The effect of a bug in the kernel is catastrophic and may lead to system crash. Kernel debugging is an important step for kernel developers to find out bugs or debugging kernel execution. Many developers use virtual machine while working on kernel level. QEMU is a famous virtualization tool among the kernel developers. In this tutorial we’ll learn kernel debugging using GDB and QEMU. We’ll use QEMU to run our guest kernel(the one to debug) and in the host machine we’ll run GDB which will connect to QEMU. I’ll use 32-bit Ubuntu-12.04 kernel in this tutorial.
For Kernel debugging using GDB & QEMU, we’ll need the debug symbols. Default kernel installation doesn’t include the debug symbols due to optimization. So we don’t have access to everything in default installation. To debug a kernel we’ve to build it from source code so that the created binary will include the debug symbols. Obviously if you are a kernel programmer, you’ll have to do it anyways.
Here I’ll assume you know how to build kernel from the source code. So our first step will be to compile the kernel. It will create the kernel image file vmlinux inside the source directory. This image file will also contain the debug symbols. Copy the vmlinux file to host machine from the guest machine(QEMU VM). Also copy the System.map file which contains the name & address mapping from the kernel. We’ll also need the source codes in the host machine. So keep a copy of the source directory in the host machine.
Now we are prepared to start debugging. Open a terminal and start QEMU using any of the command below based on your guest architecture.
qemu-system-i386 -hda ~/Ubuntu-12.04.img -s or qemu-system-x86_64 -hda ~/Ubuntu-12.04.img -s
Here I’m asking QEMU to run my VM image Ubuntu-12.04.img from HOME directory. Don’t forget to add the “-s” parameter. It makes QEMU listen on port 1234, which we can connect to from GDB.
In another terminal we’ll start GDB. We’ll ask it to use the kernel image that we created during the compilation (the vmlinux file).
gdb ~/vmlinux
GDB will read and parse the debug symbol from vmlinux. Now GDB is ready to connect to our VM instance. Connect using the command:
target remote localhost:1234
If everything goes well, you’ll notice your VM instance is non-responsive which will mean GDB made a connection to the VM instance successfully. You can now test with some frequently used GDB commands.

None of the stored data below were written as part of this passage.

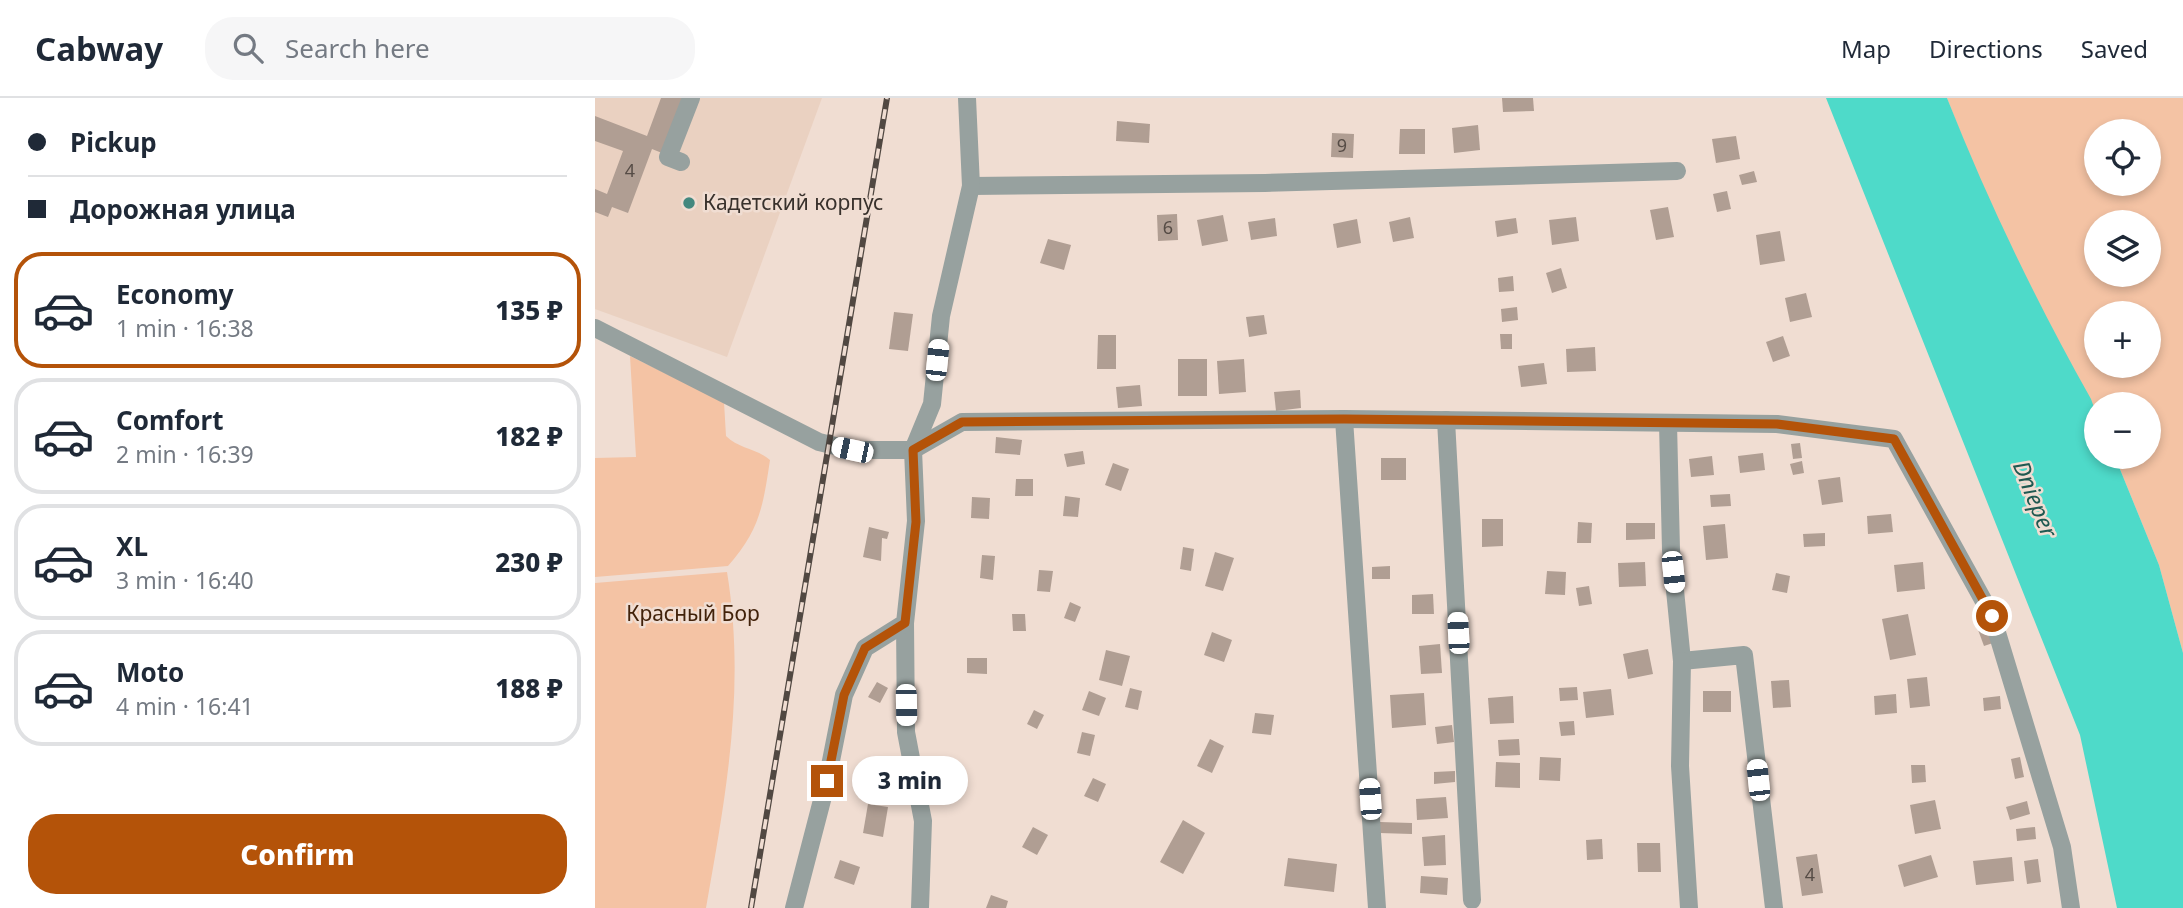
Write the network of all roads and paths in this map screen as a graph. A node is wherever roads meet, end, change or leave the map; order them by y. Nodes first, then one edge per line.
1 (691, 98) edge
2 (967, 98) edge
3 (681, 162) dead end
4 (1677, 171) dead end
5 (971, 186) junction
6 (595, 328) edge
7 (1344, 419) junction
8 (1446, 420) junction
9 (1668, 423) junction
10 (913, 450) junction
11 (905, 623) junction
12 (1682, 661) junction
13 (1472, 900) dead end
14 (794, 908) edge
15 (921, 908) edge
16 (1377, 908) edge
17 (1689, 908) edge
18 (1774, 908) edge
19 (2071, 908) edge

1 - 3 street
2 - 5 street
4 - 5 street
5 - 10 street
6 - 10 street
7 - 8 street
7 - 10 street
7 - 16 street
8 - 9 street
8 - 13 street
9 - 12 street
9 - 19 street
10 - 11 street
11 - 14 street
11 - 15 street
12 - 17 street
12 - 18 street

Let’s try an example. We’ll disassemble the do_fork function using the disassemble command in GDB. This command takes an address to begin. But how do we know the starting address of do_fork function? Here comes the use of System.map file. This file contains a name-address mapping for all global variables and functions in the kernel. Open it up and search for “do_fork”. Check out the a portion of System.map file for my kernel installation-
c1058d90 T sys_set_tid_address c1058dc0 T mm_init_owner c1058dd0 T fork_idle c1058e50 T do_fork c1059030 T kernel_thread c1059070 T sys_fork c10590a0 T sys_vfork c10590d0 T SyS_clone c10590d0 T sys_clone
Note that the starting address of do_fork for my VM is 0xC1058e50. So for my case I’ll disassemble it using the command:
disassemble 0xc1058e50
We can also put a break point on this address using:
break 0xc1058e50
Now finding out addresses from System.map file is tedious. It would be convenient if we could do that using only the function name. In fact that’s also possible. Try it:
disassemble do_fork
Now wouldn’t it be nice if you could execute the source code one line at a time? With GDB, that’s also possible. Add the source code path to GDB using the command:
directory ~/linux-kernel-src-directory/
Add a breakpoint at do_fork function and start debugging again. Once the breakpoint is hit, use “step” command for single line execution.
I hope this tutorial will help you start with kernel debugging using GDB and QEMU. For efficient debugging you should learn some useful GDB commands.